Department of Cell and Developmental Biology
University of Pennsylvania
1210 Biomedical Research Building II
421 Curie Boulevard
BIOGRAPHY AND RESEARCH INTERESTS
Genetic control of axonal guidance and neural circuit formation in the zebrafish embryo:
Research in the lab focuses on two aspects of nervous system assembly. One set of projects focuses on how motor axons find their way to their muscle targets. In genetic screens we have identified several mutants in which motor axons go astray: instead of finding their correct targets, they get lost in the maze. Through the analysis of these mutants, we have identified a specialized group of cells producing multiple signals. Each of the signals is essential for motor axons to navigate particular portions of the maze. A central focus in the lab is now to understand the molecular mechanisms by which these signals direct axons.

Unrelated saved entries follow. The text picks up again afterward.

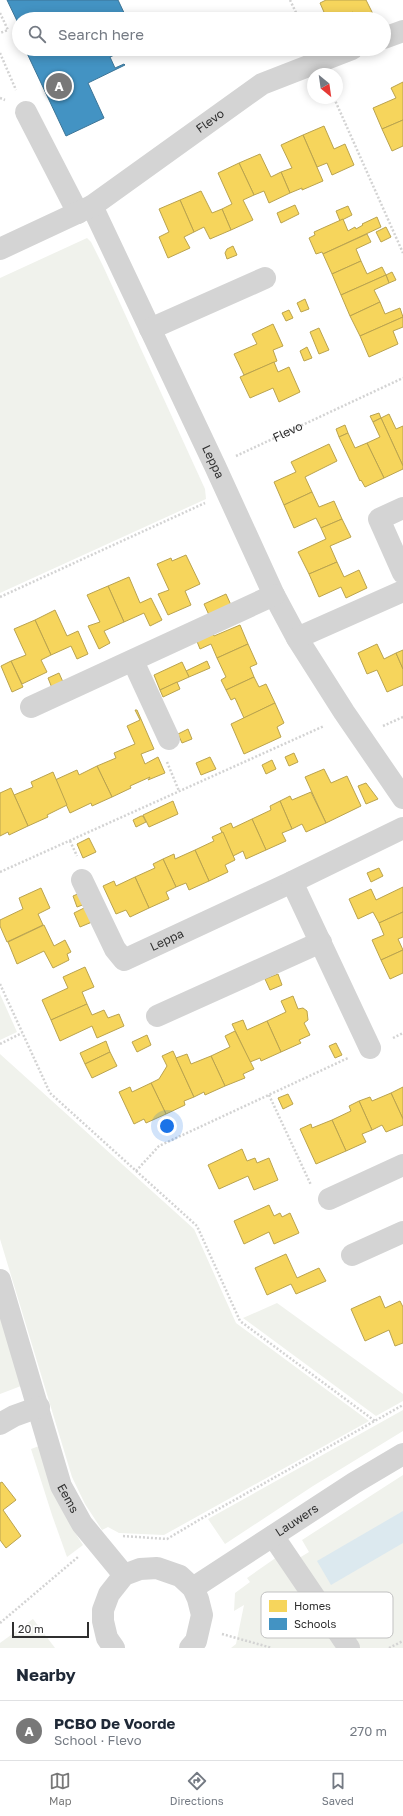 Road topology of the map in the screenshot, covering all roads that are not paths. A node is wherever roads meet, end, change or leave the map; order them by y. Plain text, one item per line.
1 (403, 31) edge
2 (391, 35) edge
3 (334, 56) edge
4 (26, 112) road end
5 (85, 209) junction
6 (0, 249) edge
7 (265, 278) dead end
8 (150, 329) junction
9 (403, 508) edge
10 (403, 573) edge
11 (403, 591) edge
12 (274, 595) junction
13 (297, 638) junction
14 (133, 660) junction
15 (31, 707) dead end
16 (169, 739) dead end
17 (403, 798) edge
18 (403, 828) edge
19 (82, 880) dead end
20 (292, 882) junction
21 (321, 942) junction
22 (157, 1016) dead end
23 (370, 1048) road end
24 (403, 1165) edge
25 (329, 1199) road end
26 (403, 1232) edge
27 (352, 1255) dead end
28 (0, 1280) edge
29 (39, 1407) junction
30 (0, 1424) edge
31 (403, 1454) edge
32 (273, 1536) junction
33 (124, 1575) junction
34 (193, 1588) junction
35 (311, 1592) edge
36 (342, 1638) edge
37 (112, 1648) edge
38 (190, 1648) edge
39 (349, 1648) edge

1 - 2 street
3 - 5 street, Flevo
4 - 5 street
5 - 6 street, Flevo
5 - 8 street, Leppa
7 - 8 street
8 - 12 street, Leppa
9 - 10 street
11 - 13 street
12 - 13 street, Leppa
12 - 14 street
13 - 17 street, Leppa
14 - 15 street
14 - 16 street
18 - 20 street, Leppa
19 - 20 street, Leppa
20 - 21 street
21 - 22 street
21 - 23 street
24 - 25 street
26 - 27 street
28 - 29 street, Eems
29 - 30 street
29 - 33 street, Eems
31 - 32 street, Lauwers
32 - 34 street, Lauwers
32 - 35 street
33 - 34 street
33 - 37 street
34 - 38 street
36 - 39 street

A second set of projects focuses on neural circuits relevant to neuropsychiatric disease. To navigate their local environment, animals integrate a multitude of sensory information to appropriately modulate their motor behaviors. In vertebrates, a prominent motor behavior elicited by abrupt sensory stimuli, is the startle response. The startle response is mediated by neural architecture that appears conserved amongst vertebrates, including zebrafish and mammals. In humans, deficits in modulating the acoustic startle response are a feature of several complex genetic psychiatric disorders, including schizophrenia. The goal of our studies is to establish the zebrafish as a model system to study the genetic basis of acoustic startle response regulation and thereby to identify genetic lesions underlying abnormal motor control in psychiatric diseases.